● Goal of the exercise
State the number of lines in the records beneath that hold the word "main", and add nothing.

[Saved entries]

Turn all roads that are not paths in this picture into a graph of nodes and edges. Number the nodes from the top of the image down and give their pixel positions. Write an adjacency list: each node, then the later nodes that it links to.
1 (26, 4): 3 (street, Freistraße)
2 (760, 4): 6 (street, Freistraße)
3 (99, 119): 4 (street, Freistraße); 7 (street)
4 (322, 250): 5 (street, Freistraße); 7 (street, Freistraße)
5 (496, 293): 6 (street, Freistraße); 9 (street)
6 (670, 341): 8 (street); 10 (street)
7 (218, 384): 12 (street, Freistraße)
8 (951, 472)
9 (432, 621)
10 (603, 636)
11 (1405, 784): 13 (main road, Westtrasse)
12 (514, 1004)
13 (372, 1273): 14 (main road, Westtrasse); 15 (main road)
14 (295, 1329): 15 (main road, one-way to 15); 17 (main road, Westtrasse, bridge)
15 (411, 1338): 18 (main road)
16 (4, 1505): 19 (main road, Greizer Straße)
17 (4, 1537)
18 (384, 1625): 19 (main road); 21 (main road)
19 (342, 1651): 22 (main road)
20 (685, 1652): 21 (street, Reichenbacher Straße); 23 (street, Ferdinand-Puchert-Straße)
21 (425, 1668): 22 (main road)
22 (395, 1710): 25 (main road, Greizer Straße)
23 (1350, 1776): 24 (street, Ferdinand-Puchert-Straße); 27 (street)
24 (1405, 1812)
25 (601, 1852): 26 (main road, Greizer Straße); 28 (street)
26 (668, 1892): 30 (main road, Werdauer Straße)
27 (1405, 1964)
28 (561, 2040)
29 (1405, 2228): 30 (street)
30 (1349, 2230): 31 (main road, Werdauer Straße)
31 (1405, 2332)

● Task result
12